I'm gonna go against the flow here and venture that lots of people who read books also watch Jersey Shore, as a guilty pleasure. Whether they would buy a ghostwritten book is another story. I certainly wouldn't. But I don't agree with the Venn diagram.
The problem, my friends, is that you don't HAVE TO read a book to buy it. Anyone who is a fan must have had some time and money at some point in order to become one. Chances are a book will cost less than a TV and Cable, so they'll rush out to the bookstores, buying the book. Maybe they won't know how to use it. They'll buy multiple copies so that Snooki knows who loves her the most.So I hate to dampen the fun, but as always, it's WHO you know, not WHAT you know that's important. She just happens to know a lot of people with more dollars than sense.When you think about it, we all want such a ready market. Let's be honest; if you want to limit yourself to only the smartest people, I've got news for you: there aren't many of them out there, and they're probably smart enough to get what you're selling them for free some how.If you can find a way to subdue your jealousy and judgmentalism for a few minutes, you'll realize she's being smart to capitalize on her fleeting fame while she has it.I for one will not refuse money from anyone who wants to give it to me freely, or in exchange for what I'm offering. The "dumb" people make the world go 'round, and you know what? We're all dumb in someone else's eyes.

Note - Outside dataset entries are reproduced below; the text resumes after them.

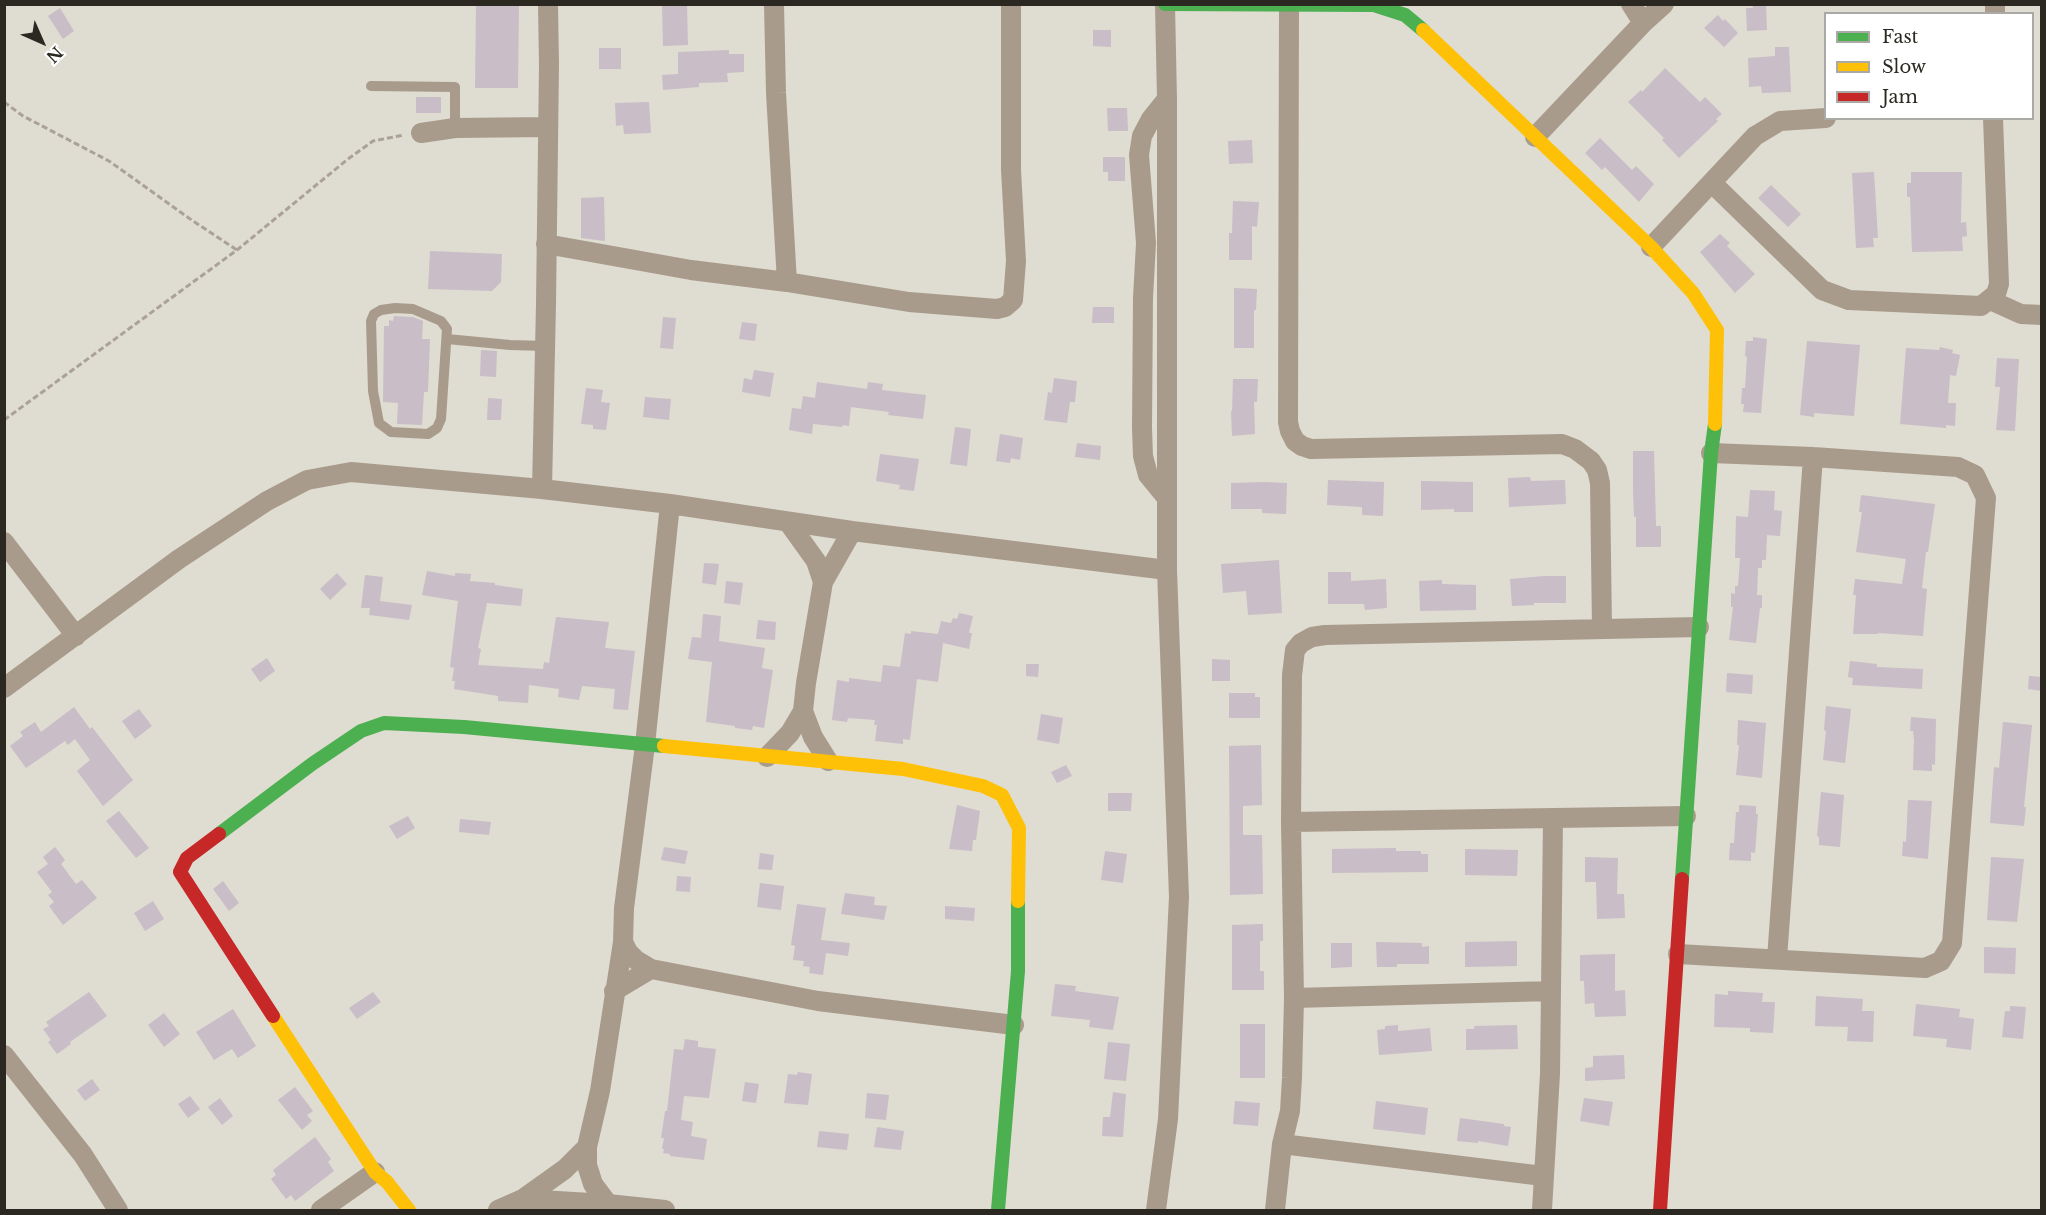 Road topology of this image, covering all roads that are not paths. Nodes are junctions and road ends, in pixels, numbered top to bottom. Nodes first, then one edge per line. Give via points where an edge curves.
1 (548, 4) edge
2 (774, 4) edge
3 (1011, 4) edge
4 (1631, 4) edge
5 (1664, 4) edge
6 (1166, 5) edge
7 (1289, 6) edge
8 (1643, 23) junction
9 (370, 87) dead end
10 (1167, 99) junction
11 (1824, 118) edge
12 (1993, 120) edge
13 (547, 127) junction
14 (455, 128) junction
15 (421, 133) road end
16 (1535, 137) junction
17 (1712, 183) junction
18 (546, 244) junction
19 (1651, 248) junction
20 (787, 282) junction
21 (1990, 300) junction
22 (2042, 315) edge
23 (447, 339) junction
24 (546, 346) junction
25 (1143, 356) junction
26 (1167, 357) junction
27 (1711, 453) junction
28 (1813, 457) junction
29 (542, 489) junction
30 (1167, 497) junction
31 (670, 504) junction
32 (788, 522) junction
33 (852, 531) junction
34 (4, 542) edge
35 (1167, 570) junction
36 (822, 582) junction
37 (1699, 627) junction
38 (1602, 628) junction
39 (76, 636) junction
40 (4, 688) edge
41 (803, 711) junction
42 (645, 745) junction
43 (767, 758) junction
44 (828, 761) junction
45 (1686, 816) junction
46 (1553, 818) junction
47 (1291, 822) junction
48 (623, 942) junction
49 (1677, 954) junction
50 (1777, 959) junction
51 (651, 969) junction
52 (614, 991) junction
53 (1551, 992) junction
54 (1294, 998) junction
55 (1014, 1025) junction
56 (4, 1055) edge
57 (1282, 1144) junction
58 (587, 1147) junction
59 (375, 1173) junction
60 (1543, 1176) junction
61 (523, 1199) junction
62 (608, 1204) junction
63 (118, 1210) edge
64 (321, 1210) edge
65 (409, 1210) edge
66 (498, 1210) edge
67 (665, 1210) edge
68 (998, 1210) edge
69 (1156, 1210) edge
70 (1275, 1210) edge
71 (1542, 1210) edge
72 (1660, 1210) edge

1 - 13 street
2 - 20 street
3 - 20 street via 1011,170 1016,261 1013,300 997,309 909,302
4 - 8 street
5 - 8 street
6 - 7 street
6 - 10 street
7 - 16 street via 1374,5 1405,15
7 - 38 street via 1288,422 1295,441 1311,449 1562,444 1575,448 1591,461 1600,483
8 - 16 street
9 - 14 lane via 455,87
10 - 25 street via 1142,136 1139,155 1146,243
10 - 26 street
11 - 17 street via 1780,121 1755,136
12 - 21 street via 1999,284
13 - 14 street
13 - 18 street
14 - 15 street
16 - 19 street
17 - 19 street
17 - 21 street via 1822,290 1849,300 1968,307
18 - 20 street via 691,270
18 - 24 street
19 - 27 street via 1693,293 1717,330
21 - 22 street via 2021,315
23 - 23 lane via 437,428 428,434 391,432 379,423 373,391 374,314 395,308 413,309 441,321 447,329
23 - 24 lane
24 - 29 street
25 - 26 street
25 - 30 street via 1143,456 1148,475
26 - 30 street
27 - 28 street
27 - 37 street
28 - 50 street
28 - 50 street via 1958,467 1975,475 1986,498 1952,943 1941,961 1925,968
29 - 31 street
29 - 39 street via 351,472 307,480 267,501 179,559
30 - 35 street
31 - 32 street
31 - 42 street
32 - 33 street
32 - 36 street via 816,561
33 - 35 street
33 - 36 street
34 - 39 street
35 - 69 street via 1179,897 1168,1119
36 - 41 street
37 - 38 street
37 - 45 street
38 - 47 street via 1325,635 1301,643 1293,661
39 - 40 street
41 - 43 street via 790,733
41 - 44 street
42 - 43 street
42 - 48 street
42 - 59 street via 384,723 337,746 187,858 180,872
43 - 44 street
44 - 55 street via 903,769 982,786 1002,795 1019,828
45 - 46 street
45 - 49 street
46 - 47 street
46 - 53 street
47 - 54 street
48 - 51 street via 636,960
48 - 52 street
49 - 50 street
49 - 72 street
51 - 52 street
51 - 55 street via 818,1001
52 - 58 street via 600,1091
53 - 54 street
53 - 60 street
54 - 57 street via 1293,1078
55 - 68 street
56 - 63 street via 83,1155
57 - 60 street
57 - 70 street
58 - 61 street via 565,1169
58 - 62 street via 593,1184
59 - 64 street
59 - 65 street
60 - 71 street
61 - 62 street
61 - 66 street
62 - 67 street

Jacyee~I can almost agree with your argument, if not for a few things. Yes, I do believe that having a built-in audience is a good thing. This is why people who are already in the public eye can sell books easier than other people might (like Tori Spelling, for instance). (Or this is why writers build a platform. Hooray for blogging!)While I dislike Snooki, or what I've seen of her, I don't necessarily buy your reasoning. I don’t think that anyone is limited to writing for the “smartest” people, because I can’t imagine how a person would write a book directed at Nobel prize winners. Personally speaking, I think books should be entertaining. Engaging. Not elitist. That said, I don’t think that disliking Snooki’s book deal is about jealousy. It’s more about substance. Here is a person who has, admittedly, only read two books her entire life. And she’s writing one. Or having one ghost written (I don’t really know the details there). It’s a little bit ridiculous. Sure, she’s hopping on the gravy train, and that’s probably smart of her. But a smart business decision doesn’t necessarily make for a good book.As for everyone being dumb in someone else’s eyes (and that they make the world go ’round) – I’m not sure about that. Why is this about dumb and smart? It seems to me that it’s more about people who like books/like to read vs. those who don’t. It’s not an indiscriminate judgment on intelligence.
My guess is it will be filled with pictures from her digital camera and have a ghostwriter. The audience they are going for doesn't read, but I'd bet my bottom dollar that they'll snap up a book filled with pics and gossip...provided they can find their way to the bookstore. ;)Rebecca
Oooooh! I LOVE pop-up books!
From the Urban Dictiornary: SNOOKIE: 4'9" umpalumpa on Jersey Shore best known for being punched in the face.
I'll admit something inside died a bit when I read about her deal. I have some very talented friends who worry they will never be published and they are really remarkable writers.However, when a book by Paris Hilton's dog is snapped up, we just have to recognize this is part of our society. Celebrities can sell anything because there is so much idol worship.There's a country music song about being a celebrity and how the more he screws up, the more popular he becomes. It's a truism.
Oh, I needed that. I've been feeling, like so many others, really pissed that Snooki got a book deal while those of us with actual talent flounder in obscurity. Perhaps I should get a boob job and pose for Playboy - then I'd get an agent and a great book deal.